Amazon worker, Glasgow: “The other problem is that they cancel shifts frequently. They hired too many people in October and November to be ready for the Christmas season, which meant that before December, lots of shifts were cancelled. On average one shift a week. Sometimes people are sent home at the door. Or they let you come in and say, “take a seat in the canteen and wait.” Then they say “sorry, someone messed up, you have to go home.” They offer to give you holiday for that day, if you had accrued enough holidays, or they take the piss and say, “I can give you a day off,” unpaid of course! That’s just a polite way to say, “fuck off.” They have the power over you. There is an agreement that Amazon pays higher hourly rates than the other warehouses in the industrial estate, but then that doesn’t mean much when they cancel your shifts. Apart from the shifts, getting your overtime pay on time is like constant guerrilla warfare with the company.”

University lecturer: “Corona has been an opportunity for the university management to pursue a more blended learning model, which they’ve been wanting to do for a while now. I don’t think they’d want a fully online learning model, because a major draw of the university is its location.
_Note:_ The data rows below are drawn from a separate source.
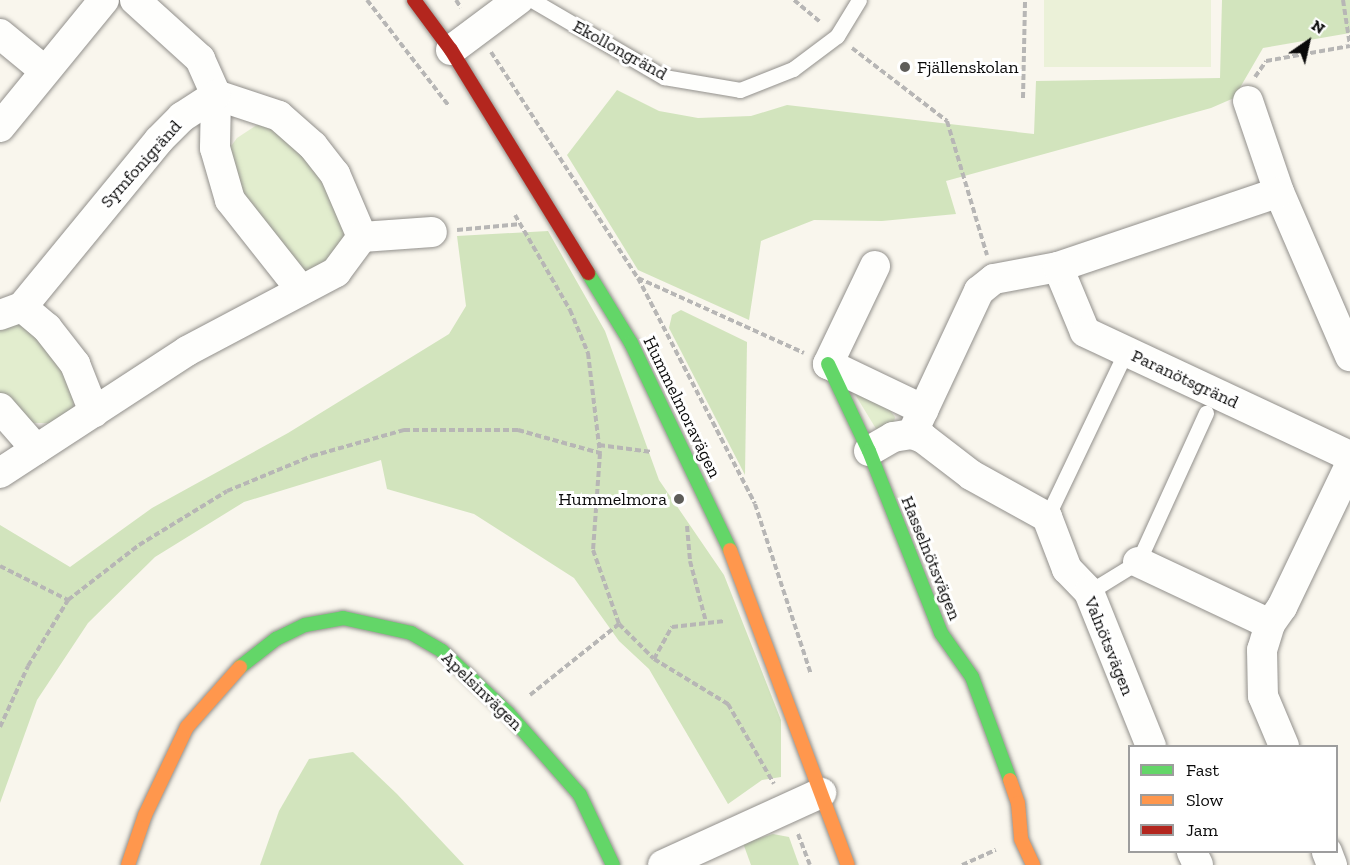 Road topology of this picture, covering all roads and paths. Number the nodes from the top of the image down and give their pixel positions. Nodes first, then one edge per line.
1 (104, 0) edge
2 (135, 0) edge
3 (367, 0) edge
4 (414, 0) edge
5 (518, 0) edge
6 (532, 0) edge
7 (794, 0) edge
8 (858, 0) edge
9 (1025, 0) edge
10 (1343, 0) edge
11 (0, 34) edge
12 (837, 36) junction
13 (1350, 46) edge
14 (451, 50) junction
15 (45, 71) junction
16 (216, 95) junction
17 (1023, 98) dead end
18 (1248, 101) joint
19 (450, 109) dead end
20 (0, 127) edge
21 (1279, 192) junction
22 (509, 205) dead end
23 (521, 224) junction
24 (432, 232) joint
25 (362, 237) junction
26 (875, 266) dead end
27 (1058, 267) junction
28 (638, 278) dead end
29 (994, 279) junction
30 (301, 290) junction
31 (11, 311) edge
32 (1350, 356) edge
33 (828, 364) junction
34 (1120, 364) dead end
35 (0, 408) edge
36 (94, 412) junction
37 (1206, 413) dead end
38 (918, 422) junction
39 (599, 445) junction
40 (36, 449) junction
41 (869, 451) junction
42 (656, 452) dead end
43 (600, 453) junction
44 (1350, 456) edge
45 (1350, 465) edge
46 (0, 473) edge
47 (1047, 517) junction
48 (687, 521) dead end
49 (1138, 562) junction
50 (0, 566) edge
51 (1089, 592) junction
52 (68, 600) junction
53 (727, 621) dead end
54 (706, 622) junction
55 (619, 624) junction
56 (1270, 624) junction
57 (654, 659) junction
58 (508, 713) junction
59 (0, 727) edge
60 (1149, 745) edge
61 (1283, 745) edge
62 (821, 793) junction
63 (787, 808) junction
64 (1021, 839) junction
65 (128, 865) edge
66 (613, 865) edge
67 (663, 865) edge
68 (810, 865) edge
69 (848, 865) edge
70 (962, 865) edge
71 (1033, 865) edge

1 - 15 street
2 - 16 street
3 - 19 path
4 - 14 street, Hummelmoravägen
5 - 14 street
6 - 12 lane, Ekollongränd
7 - 12 path
8 - 12 lane, Ekollongränd
9 - 17 path
10 - 13 path
11 - 15 street
12 - 29 path
13 - 18 path
14 - 62 street, Hummelmoravägen
15 - 20 street
16 - 25 street
16 - 30 street
16 - 31 street, Symfonigränd
18 - 21 street
21 - 27 street
21 - 32 street
22 - 23 path
23 - 24 path
23 - 39 path
24 - 25 street
25 - 30 street
26 - 33 street
27 - 29 street
27 - 44 street, Paranötsgränd
28 - 33 path
29 - 38 street
30 - 36 street
31 - 36 street
33 - 38 street
33 - 41 street, Hasselnötsvägen
34 - 47 lane, Paranötsgränd
35 - 40 street
36 - 40 street
37 - 49 lane, Paranötsgränd
38 - 41 street
38 - 47 street
39 - 42 path
39 - 43 path
40 - 46 street
41 - 64 street, Hasselnötsvägen
43 - 52 path
43 - 55 path
45 - 56 street
47 - 51 street, Valnötsvägen
48 - 54 path
49 - 51 lane
49 - 56 street
50 - 52 path
51 - 60 street, Valnötsvägen
52 - 59 path
53 - 54 path
54 - 57 path
55 - 57 path
55 - 58 path
56 - 61 street
57 - 63 path
58 - 65 street, Apelsinvägen
58 - 66 street, Apelsinvägen
62 - 63 street
62 - 69 street, Hummelmoravägen
63 - 67 street
63 - 68 path
64 - 70 path
64 - 71 street, Hasselnötsvägen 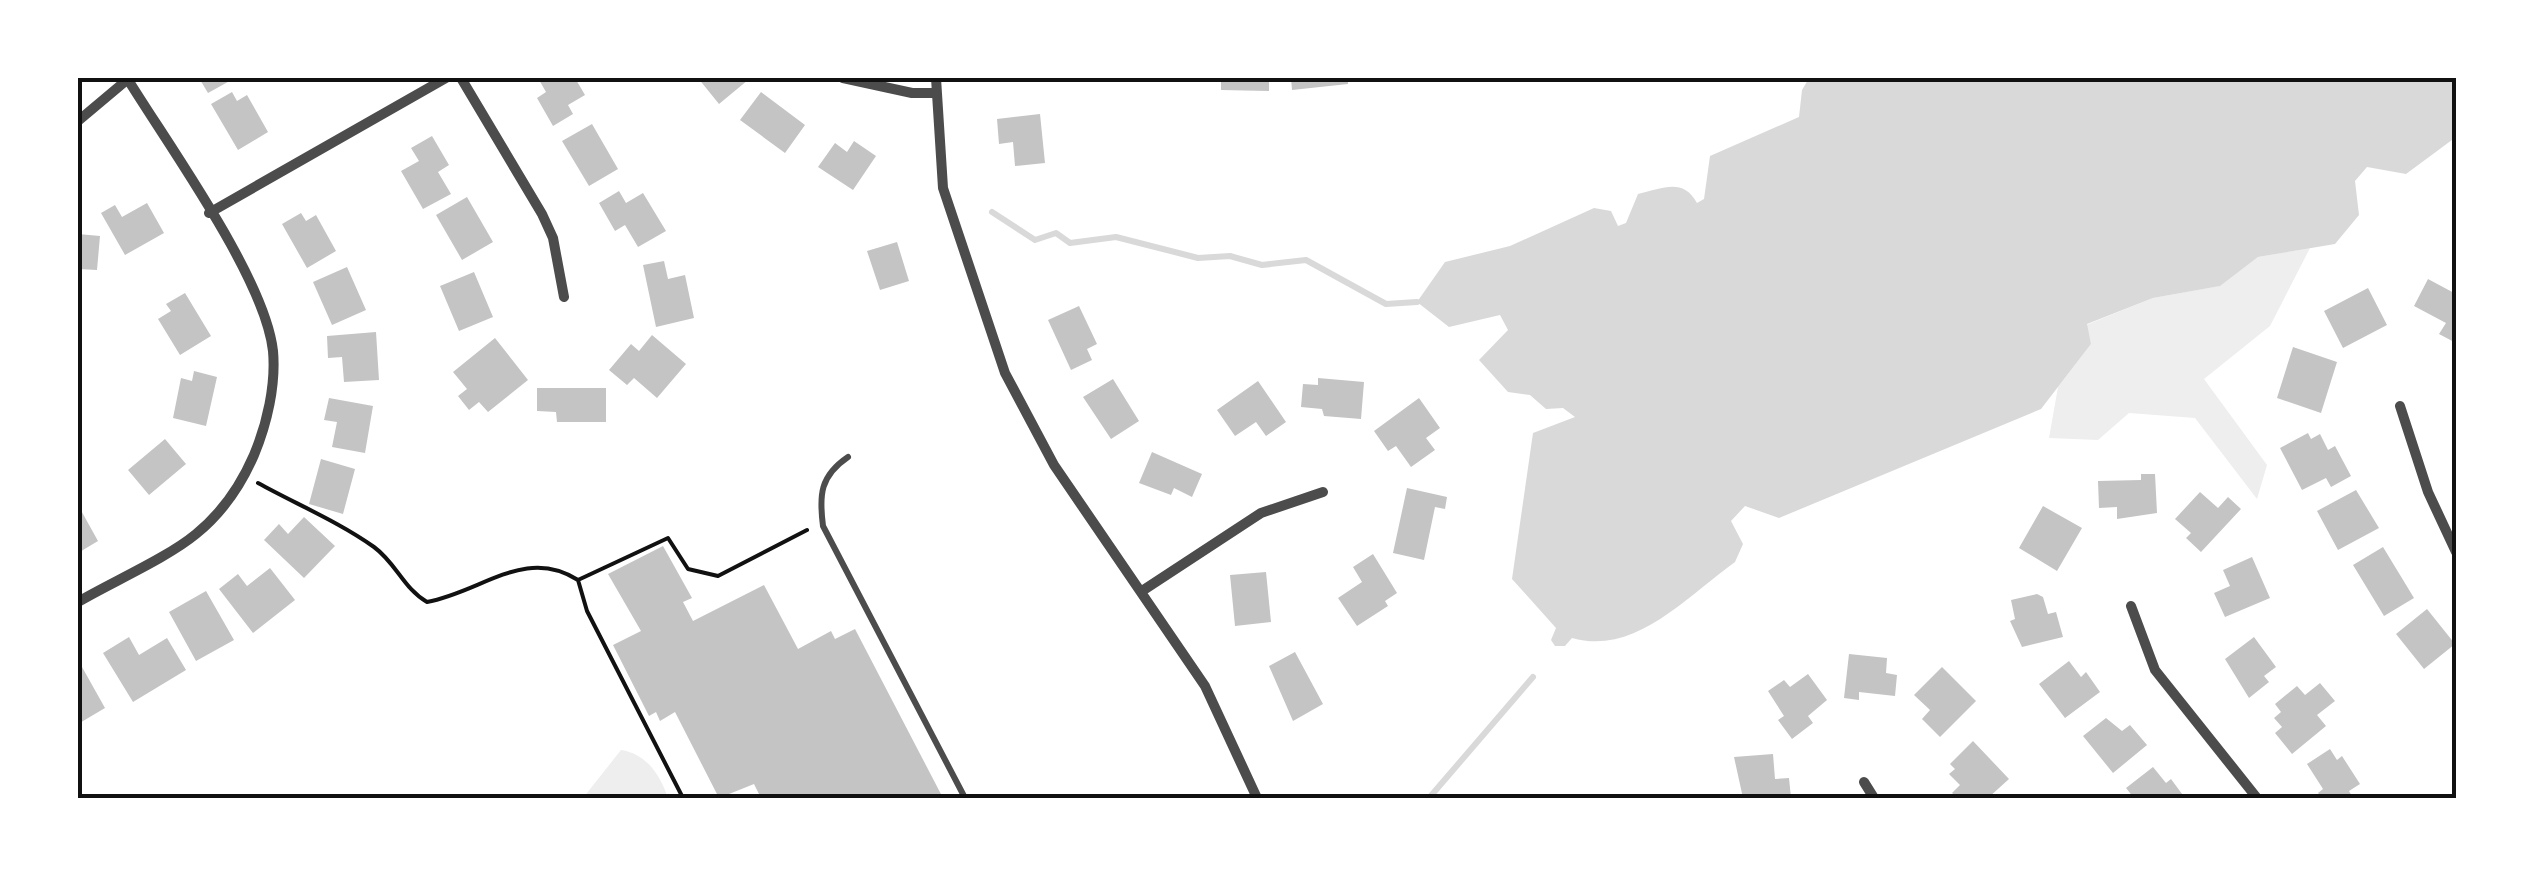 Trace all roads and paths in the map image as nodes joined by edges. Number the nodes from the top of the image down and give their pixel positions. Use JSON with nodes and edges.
{"nodes":[{"id":1,"x":128,"y":78,"type":"edge"},
{"id":2,"x":446,"y":78,"type":"edge"},
{"id":3,"x":461,"y":78,"type":"edge"},
{"id":4,"x":843,"y":78,"type":"edge"},
{"id":5,"x":936,"y":78,"type":"edge"},
{"id":6,"x":935,"y":93,"type":"junction"},
{"id":7,"x":78,"y":121,"type":"edge"},
{"id":8,"x":209,"y":213,"type":"junction"},
{"id":9,"x":564,"y":297,"type":"dead end"},
{"id":10,"x":2400,"y":406,"type":"dead end"},
{"id":11,"x":848,"y":457,"type":"dead end"},
{"id":12,"x":245,"y":476,"type":"junction"},
{"id":13,"x":1324,"y":492,"type":"dead end"},
{"id":14,"x":806,"y":530,"type":"dead end"},
{"id":15,"x":2456,"y":552,"type":"edge"},
{"id":16,"x":578,"y":580,"type":"junction"},
{"id":17,"x":1142,"y":591,"type":"junction"},
{"id":18,"x":78,"y":602,"type":"edge"},
{"id":19,"x":2131,"y":606,"type":"dead end"},
{"id":20,"x":1864,"y":782,"type":"dead end"},
{"id":21,"x":683,"y":798,"type":"edge"},
{"id":22,"x":965,"y":798,"type":"edge"},
{"id":23,"x":1258,"y":798,"type":"edge"},
{"id":24,"x":1874,"y":798,"type":"edge"},
{"id":25,"x":2257,"y":798,"type":"edge"}],
"edges":[{"from":1,"to":7,"type":"street"},
{"from":1,"to":8,"type":"street"},
{"from":2,"to":8,"type":"street"},
{"from":3,"to":9,"type":"street"},
{"from":4,"to":6,"type":"street"},
{"from":5,"to":6,"type":"street"},
{"from":6,"to":17,"type":"street"},
{"from":8,"to":12,"type":"street"},
{"from":10,"to":15,"type":"street"},
{"from":11,"to":22,"type":"lane"},
{"from":12,"to":16,"type":"path"},
{"from":12,"to":18,"type":"street"},
{"from":13,"to":17,"type":"street"},
{"from":14,"to":16,"type":"path"},
{"from":16,"to":21,"type":"path"},
{"from":17,"to":23,"type":"street"},
{"from":19,"to":25,"type":"street"},
{"from":20,"to":24,"type":"street"}]}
At the moment, I think they’ll carry on trying to push for more lectures being posted online, which is problematic because it makes them less reliant on staff but will probably become harder and harder to resist. I think the online meetings will continue, and that virtual one to one tutorials with students will become more normalised practice. There have been a lot of ongoing conversations about the handling of the pandemic and a lot of people I’ve spoken to at work are very angry. Management promising students stuff because they need to attract them in the marketed system is at odds with their needs as students and our needs as lecturers.”

Call-centre worker, Birmingham: “In terms of corona, people are handling it in loads of different ways: paranoia, some don’t care, there’s no homogenous feelings. Even though the company are hiring new people, people are still scared of losing their jobs. As a workforce, we’re doing okay I think but if management would start doing something like redundancies, now we’re working from home, we’d be less strong to fight back. Saying that, there was a round of redundancies a few years ago and we couldn’t do anything about that then either. The company acts within the law so can do what they want.”

The future is unwritten

While we write this, many workers are out on strike to defend their jobs, wages, and conditions—at Heathrow airport, British Gas, London buses, amongst many others. After having pulled society through the pandemic, we are now supposed to become victims of their profit crisis. The problem is that most of these disputes remain isolated within their workplaces and don’t develop enough power against the bosses to really shut things down. Pickets are small and, often, trade unions are divided amongst themselves.

As the interviews have shown, we are all facing similar problems. We have to share our experiences of collective resistance—however small-scale these might be. Rather than just waving our flags and collecting solidarity messages we have to start talking openly about the strong—and the weak!—aspects of our struggles. This includes learning from the many struggles that take place in other countries.